SANQUIXOTENE DE LA PANÇA | Zema, Patriotas, e a Direita

Paulo Sanchotene
Paulo Sanchotene
Paulo Roberto Tellechea Sanchotene é mestre em Direito pela UFRGS e possui um M.A. em Política pela Catholic University of America. Escreveu e apresentou trabalhos no Brasil e no exterior, sobre os pensamentos de Eric Voegelin, Russell Kirk, e Platão, sobre a história política americana, e sobre direito internacional. É casado e pai de dois filhos. Atualmente, mora no interior do Rio Grande do Sul, na fronteira entre a civilização e a Argentina, onde administra a estância da família (Santo Antônio da Askatasuna).

Eu, Paulo Sanchotene, sinceramente não entendo isso


Teria Zema iniciado um movimento separatista com a criação do Cosud (Consórcio Sul-Sudeste)? Essa e outras questões são tema desta semana em que analiso a polêmica entrevista do governador mineiro ao Estadão.


Amigo meu me escreveu clamando para que escrevesse sobre o Zema e a polêmica do Cosud (Consórcio Sul-Sudeste). Queria saber minha opinião sobre o que ele disse e as repercussões. Me enviou perguntas.

Respondo as questões primeiro. Na segunda parte, analiso a entrevista por tópicos.

PARTE I – SECESSÃO DO BRASIL

I.1 Quanto ao Sulxit/Sudesxit, o que você acha?

O Cosud e a questão da secessão são coisas completamente diferentes. Associação por interesses comuns é absolutamente natural. Não há nenhum problema em si. Para tratar do Cosud, é preciso analisar as pautas e as agendas concretamente.

I.2 Tinha gente compartilhando mapa com uma linha separando o país, dizendo “Muro Já”

O pior de tudo é que esse negócio de separar, é só por causa dos últimos resultados eleitorais. Ou seja, o horizonte é reduzidíssimo. É ainda ESTRÁBICO. Afinal, Lula venceu na cidade de São Paulo. Por que excluí-la da conta?

Eu acho que é bobagem. Mas, indo adiante, ainda que para fins argumentativos somente, acho qualquer tentativa de secessão no Brasil absolutamente prejudicial a todo mundo. Mas pode ser pior principalmente para o Sul/Sudeste. Principalmente para São Paulo, diga-se.

Imagina os estados podendo mexer nas legislações trabalhista, tributária, sanitária, e o escambau… Poderia começar a ficar atraente a migração de empresas. Hoje, tudo isso favorece SP, em particular; e o SE/S, em geral.
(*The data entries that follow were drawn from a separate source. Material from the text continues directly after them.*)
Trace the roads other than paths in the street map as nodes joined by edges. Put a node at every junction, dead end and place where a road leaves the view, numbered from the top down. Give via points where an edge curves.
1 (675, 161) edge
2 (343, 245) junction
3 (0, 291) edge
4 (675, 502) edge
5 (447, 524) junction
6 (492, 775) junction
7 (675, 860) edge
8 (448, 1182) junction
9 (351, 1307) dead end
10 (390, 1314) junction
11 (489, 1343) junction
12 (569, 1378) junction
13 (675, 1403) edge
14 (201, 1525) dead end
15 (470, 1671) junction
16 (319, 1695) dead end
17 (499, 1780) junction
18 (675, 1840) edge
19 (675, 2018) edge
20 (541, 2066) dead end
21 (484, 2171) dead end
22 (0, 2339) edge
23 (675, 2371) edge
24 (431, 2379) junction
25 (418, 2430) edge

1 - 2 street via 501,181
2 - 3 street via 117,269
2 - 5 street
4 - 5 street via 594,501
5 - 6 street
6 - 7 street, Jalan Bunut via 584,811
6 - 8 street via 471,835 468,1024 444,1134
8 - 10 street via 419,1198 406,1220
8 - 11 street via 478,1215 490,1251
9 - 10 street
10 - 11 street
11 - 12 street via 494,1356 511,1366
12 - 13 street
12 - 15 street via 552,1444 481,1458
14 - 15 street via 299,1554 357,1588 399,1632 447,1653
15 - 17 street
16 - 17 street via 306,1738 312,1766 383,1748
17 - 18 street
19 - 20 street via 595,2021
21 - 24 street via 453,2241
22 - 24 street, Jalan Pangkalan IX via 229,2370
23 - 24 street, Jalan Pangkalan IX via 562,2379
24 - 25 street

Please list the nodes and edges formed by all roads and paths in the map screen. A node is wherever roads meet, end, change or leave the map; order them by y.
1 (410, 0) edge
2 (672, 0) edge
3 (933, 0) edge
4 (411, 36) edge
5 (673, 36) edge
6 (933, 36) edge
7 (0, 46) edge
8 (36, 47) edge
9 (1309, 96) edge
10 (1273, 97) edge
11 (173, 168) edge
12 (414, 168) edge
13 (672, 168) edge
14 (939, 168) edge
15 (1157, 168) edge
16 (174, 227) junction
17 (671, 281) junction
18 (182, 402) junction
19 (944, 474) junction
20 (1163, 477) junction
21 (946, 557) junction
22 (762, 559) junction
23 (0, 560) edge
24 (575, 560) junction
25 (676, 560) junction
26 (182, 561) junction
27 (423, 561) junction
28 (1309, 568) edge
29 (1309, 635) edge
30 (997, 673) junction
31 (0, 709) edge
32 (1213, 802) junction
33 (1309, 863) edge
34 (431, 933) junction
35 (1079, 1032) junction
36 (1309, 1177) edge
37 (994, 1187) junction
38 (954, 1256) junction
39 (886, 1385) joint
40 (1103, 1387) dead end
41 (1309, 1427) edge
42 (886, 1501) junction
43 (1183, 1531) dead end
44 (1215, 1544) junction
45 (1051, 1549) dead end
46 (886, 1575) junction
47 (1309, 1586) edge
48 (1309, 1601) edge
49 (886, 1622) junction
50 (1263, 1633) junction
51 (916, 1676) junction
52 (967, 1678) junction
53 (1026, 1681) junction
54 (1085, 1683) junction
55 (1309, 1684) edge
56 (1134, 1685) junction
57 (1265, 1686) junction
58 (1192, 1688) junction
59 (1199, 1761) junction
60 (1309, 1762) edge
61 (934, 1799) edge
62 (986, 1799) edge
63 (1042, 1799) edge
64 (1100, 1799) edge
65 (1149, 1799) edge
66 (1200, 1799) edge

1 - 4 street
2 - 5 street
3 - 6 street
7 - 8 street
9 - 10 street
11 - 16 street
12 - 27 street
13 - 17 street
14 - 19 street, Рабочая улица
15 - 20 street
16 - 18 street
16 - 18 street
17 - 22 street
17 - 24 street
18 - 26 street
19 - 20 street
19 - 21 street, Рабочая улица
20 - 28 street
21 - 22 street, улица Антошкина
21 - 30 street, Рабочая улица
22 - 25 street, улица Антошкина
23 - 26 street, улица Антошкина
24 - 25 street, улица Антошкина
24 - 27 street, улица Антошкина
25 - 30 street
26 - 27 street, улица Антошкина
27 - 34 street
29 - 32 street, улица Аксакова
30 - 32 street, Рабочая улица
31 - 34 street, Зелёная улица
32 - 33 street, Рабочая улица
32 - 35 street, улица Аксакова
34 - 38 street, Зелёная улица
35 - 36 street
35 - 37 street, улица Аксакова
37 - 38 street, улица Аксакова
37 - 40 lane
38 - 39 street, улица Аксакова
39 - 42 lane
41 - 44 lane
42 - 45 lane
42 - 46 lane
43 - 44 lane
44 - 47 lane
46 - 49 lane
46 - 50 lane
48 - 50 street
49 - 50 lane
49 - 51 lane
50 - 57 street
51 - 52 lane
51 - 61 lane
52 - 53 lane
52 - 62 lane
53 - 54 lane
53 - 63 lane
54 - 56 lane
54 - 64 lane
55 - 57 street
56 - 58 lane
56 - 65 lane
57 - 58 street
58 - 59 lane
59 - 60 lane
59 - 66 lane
I.3 Amigo meu disse que “não é liberdade permanecer numa união por força de armas”. Eu concordo. Mas o que nos une não é a ameaça de força.

Óbvio que não. Nós brasileiros nos enxergamos como brasileiros. Nós somos parte do Brasil. É isso que preserva a união.

Ademais, há uma falácia na afirmação. Um contrato precisa de anuência das partes. Um distrato é um contrato. Não basta a vontade individual de uma das partes. Vale no Direito Civil, mas, analogicamente, também na Ciência Política.

Não há um “direito de secessão”. É preciso convencer as outras partes que é bom separar. Se não conseguir esse convencimento por bem, pode-se tentar pela força. Meu estado já perdeu DUAS GUERRAS de secessão. Sei bem como é.

O RS é um “corpo estranho” no Império/União. Mas todos os países tem sua Escócia, seu Quebec, seu Texas, sua Austrália Ocidental. O Brasil não é diferente. E se separar, surgem outras partes estranhas. Não é, pois, por sermos estranhos que deixamos de ser brasileiros.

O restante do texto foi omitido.